> **What to produce**:
Each line of the listing that contains the word "wrist" is to be copied.
=== Begin Enclosure ===
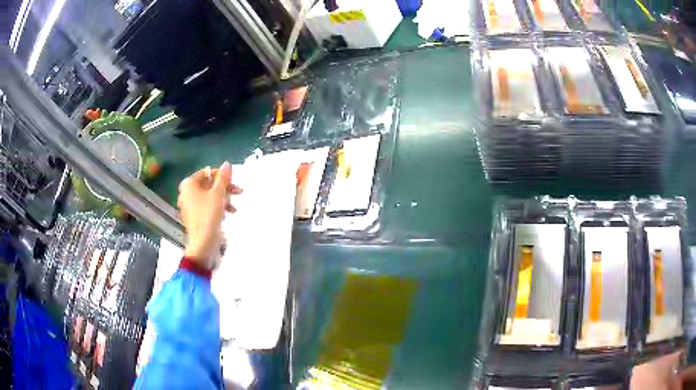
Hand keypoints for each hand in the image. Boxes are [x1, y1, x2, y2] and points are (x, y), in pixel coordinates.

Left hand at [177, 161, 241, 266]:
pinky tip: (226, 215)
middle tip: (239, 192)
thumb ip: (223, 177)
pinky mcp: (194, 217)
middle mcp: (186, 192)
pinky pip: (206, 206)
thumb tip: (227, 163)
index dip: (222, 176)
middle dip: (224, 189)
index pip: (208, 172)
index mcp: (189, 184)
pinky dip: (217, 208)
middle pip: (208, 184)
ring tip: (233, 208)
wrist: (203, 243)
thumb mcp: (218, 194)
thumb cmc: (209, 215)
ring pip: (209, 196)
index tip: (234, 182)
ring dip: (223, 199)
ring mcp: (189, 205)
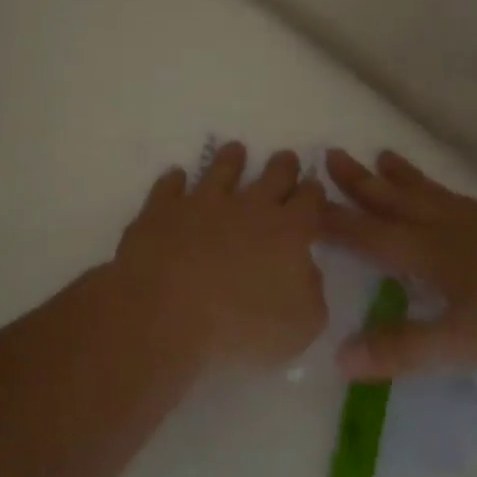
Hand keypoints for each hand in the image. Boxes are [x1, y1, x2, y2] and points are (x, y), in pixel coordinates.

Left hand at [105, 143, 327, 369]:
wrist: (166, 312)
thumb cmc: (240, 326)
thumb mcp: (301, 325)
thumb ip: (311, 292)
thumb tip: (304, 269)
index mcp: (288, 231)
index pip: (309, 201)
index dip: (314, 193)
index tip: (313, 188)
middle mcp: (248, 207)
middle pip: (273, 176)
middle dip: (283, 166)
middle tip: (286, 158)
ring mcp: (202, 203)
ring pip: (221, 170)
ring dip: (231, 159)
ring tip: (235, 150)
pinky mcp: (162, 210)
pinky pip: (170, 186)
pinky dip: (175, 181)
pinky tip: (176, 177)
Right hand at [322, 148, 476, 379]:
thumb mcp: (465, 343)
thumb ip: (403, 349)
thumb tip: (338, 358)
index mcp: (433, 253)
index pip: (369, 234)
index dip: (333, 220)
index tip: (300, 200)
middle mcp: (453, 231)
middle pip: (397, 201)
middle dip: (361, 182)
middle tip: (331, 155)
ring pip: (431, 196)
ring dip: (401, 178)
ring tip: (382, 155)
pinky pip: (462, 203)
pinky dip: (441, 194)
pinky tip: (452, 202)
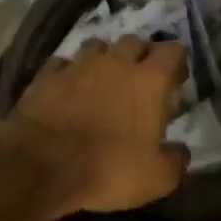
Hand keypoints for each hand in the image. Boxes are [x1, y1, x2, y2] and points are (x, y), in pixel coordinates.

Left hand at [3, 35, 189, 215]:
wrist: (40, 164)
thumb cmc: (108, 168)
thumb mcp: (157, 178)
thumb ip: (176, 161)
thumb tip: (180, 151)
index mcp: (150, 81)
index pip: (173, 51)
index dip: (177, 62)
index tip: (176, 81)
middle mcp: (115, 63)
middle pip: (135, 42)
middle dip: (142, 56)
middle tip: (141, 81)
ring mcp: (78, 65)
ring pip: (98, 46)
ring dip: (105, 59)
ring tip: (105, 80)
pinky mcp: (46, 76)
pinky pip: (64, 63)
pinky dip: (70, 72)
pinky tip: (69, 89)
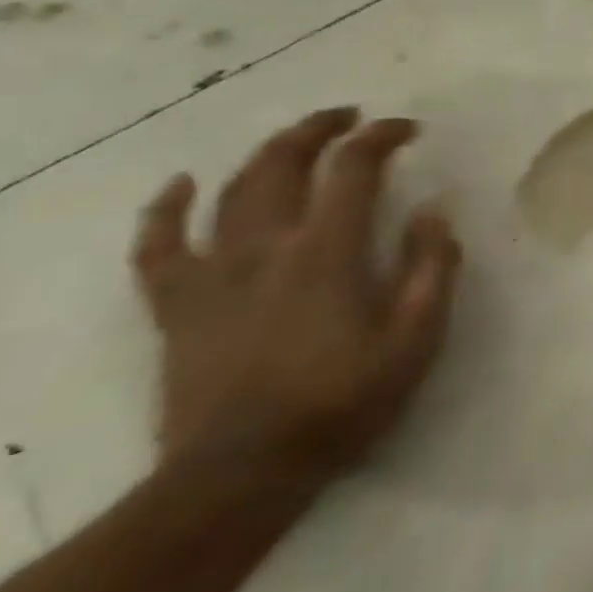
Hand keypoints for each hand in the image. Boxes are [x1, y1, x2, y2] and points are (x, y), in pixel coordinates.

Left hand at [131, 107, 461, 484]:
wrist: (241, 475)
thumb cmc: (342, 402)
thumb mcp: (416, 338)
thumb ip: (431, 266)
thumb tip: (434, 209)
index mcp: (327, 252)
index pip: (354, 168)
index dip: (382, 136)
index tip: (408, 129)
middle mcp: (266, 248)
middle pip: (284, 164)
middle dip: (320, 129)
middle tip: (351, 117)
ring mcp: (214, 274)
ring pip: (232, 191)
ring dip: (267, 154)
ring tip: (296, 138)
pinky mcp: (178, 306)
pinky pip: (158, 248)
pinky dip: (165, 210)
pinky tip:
=== End Enclosure ===
=== Begin Enclosure ===
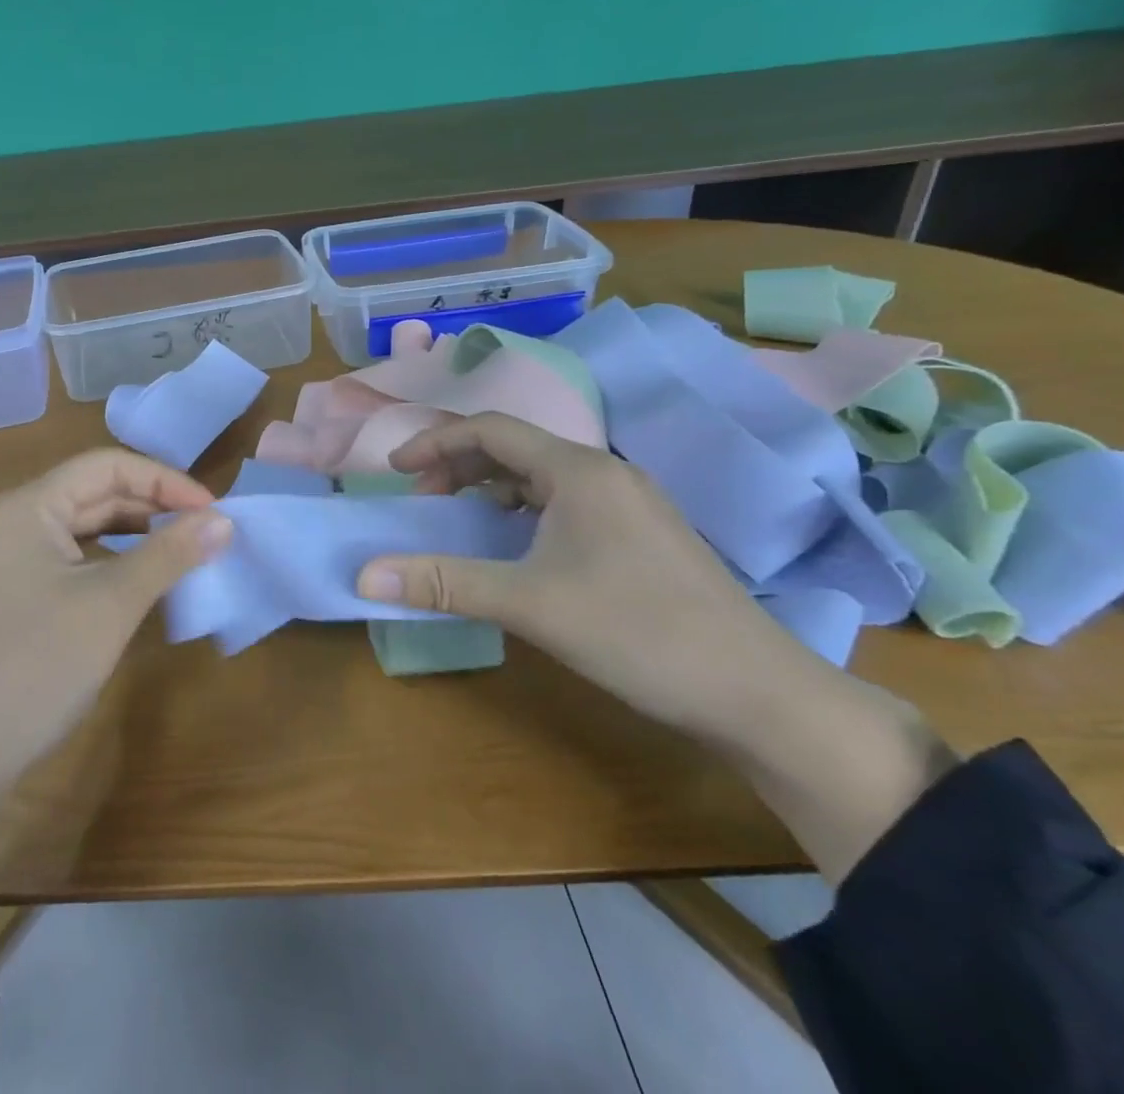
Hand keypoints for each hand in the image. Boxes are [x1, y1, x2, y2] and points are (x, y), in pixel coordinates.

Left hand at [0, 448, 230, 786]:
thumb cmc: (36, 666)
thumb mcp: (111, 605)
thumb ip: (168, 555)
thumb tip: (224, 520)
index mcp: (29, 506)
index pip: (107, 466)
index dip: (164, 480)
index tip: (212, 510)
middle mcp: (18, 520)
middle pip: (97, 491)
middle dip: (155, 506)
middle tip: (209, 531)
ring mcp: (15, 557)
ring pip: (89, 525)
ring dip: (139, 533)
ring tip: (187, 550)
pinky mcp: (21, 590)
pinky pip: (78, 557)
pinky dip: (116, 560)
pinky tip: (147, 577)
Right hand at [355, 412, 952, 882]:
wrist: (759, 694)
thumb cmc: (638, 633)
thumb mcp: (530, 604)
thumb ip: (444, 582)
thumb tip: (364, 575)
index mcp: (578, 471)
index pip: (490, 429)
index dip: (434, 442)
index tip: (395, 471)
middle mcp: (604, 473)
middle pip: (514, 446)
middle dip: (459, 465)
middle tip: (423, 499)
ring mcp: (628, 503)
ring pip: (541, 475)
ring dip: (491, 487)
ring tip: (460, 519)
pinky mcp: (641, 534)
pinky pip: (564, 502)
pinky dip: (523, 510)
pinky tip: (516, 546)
=== End Enclosure ===
=== Begin Enclosure ===
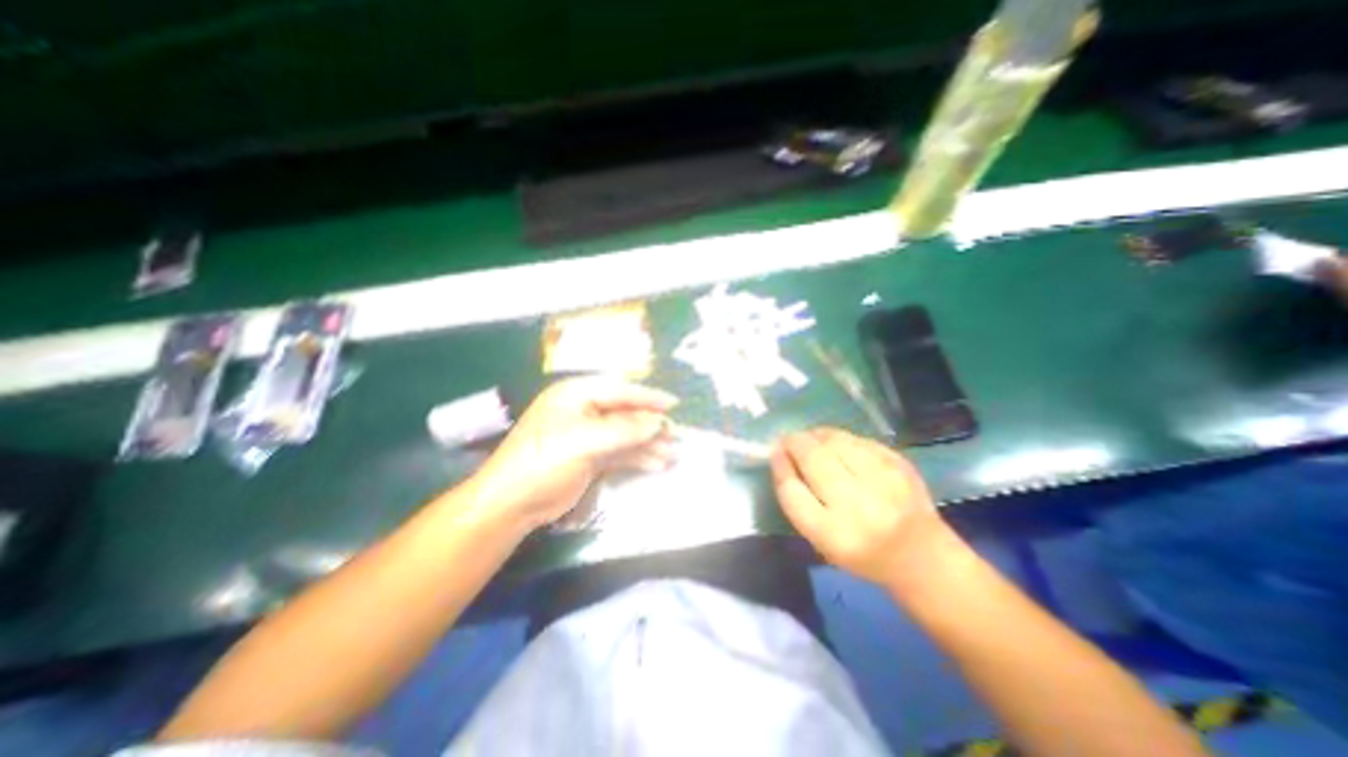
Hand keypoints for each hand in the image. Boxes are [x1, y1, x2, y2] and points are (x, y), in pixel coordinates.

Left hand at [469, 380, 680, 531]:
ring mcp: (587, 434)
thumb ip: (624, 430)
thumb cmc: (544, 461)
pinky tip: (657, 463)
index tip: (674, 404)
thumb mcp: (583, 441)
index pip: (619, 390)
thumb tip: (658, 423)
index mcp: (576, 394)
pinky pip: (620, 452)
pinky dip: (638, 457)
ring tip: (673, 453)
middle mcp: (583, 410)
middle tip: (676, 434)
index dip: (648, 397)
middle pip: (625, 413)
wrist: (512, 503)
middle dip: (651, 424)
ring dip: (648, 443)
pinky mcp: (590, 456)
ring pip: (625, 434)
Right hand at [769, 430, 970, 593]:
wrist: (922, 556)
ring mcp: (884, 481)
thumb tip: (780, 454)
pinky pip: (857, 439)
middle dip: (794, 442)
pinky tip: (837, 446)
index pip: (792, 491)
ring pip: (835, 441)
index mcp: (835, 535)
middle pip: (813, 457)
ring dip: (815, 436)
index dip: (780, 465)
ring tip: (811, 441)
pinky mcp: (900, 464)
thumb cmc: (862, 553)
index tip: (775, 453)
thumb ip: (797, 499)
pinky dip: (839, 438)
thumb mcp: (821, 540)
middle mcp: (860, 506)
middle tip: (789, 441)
=== End Enclosure ===
> **Answer to this task**:
wrist: (203, 243)
wrist: (166, 312)
wrist: (40, 164)
wrist: (241, 475)
wrist: (759, 694)
wrist: (512, 503)
wrist: (922, 556)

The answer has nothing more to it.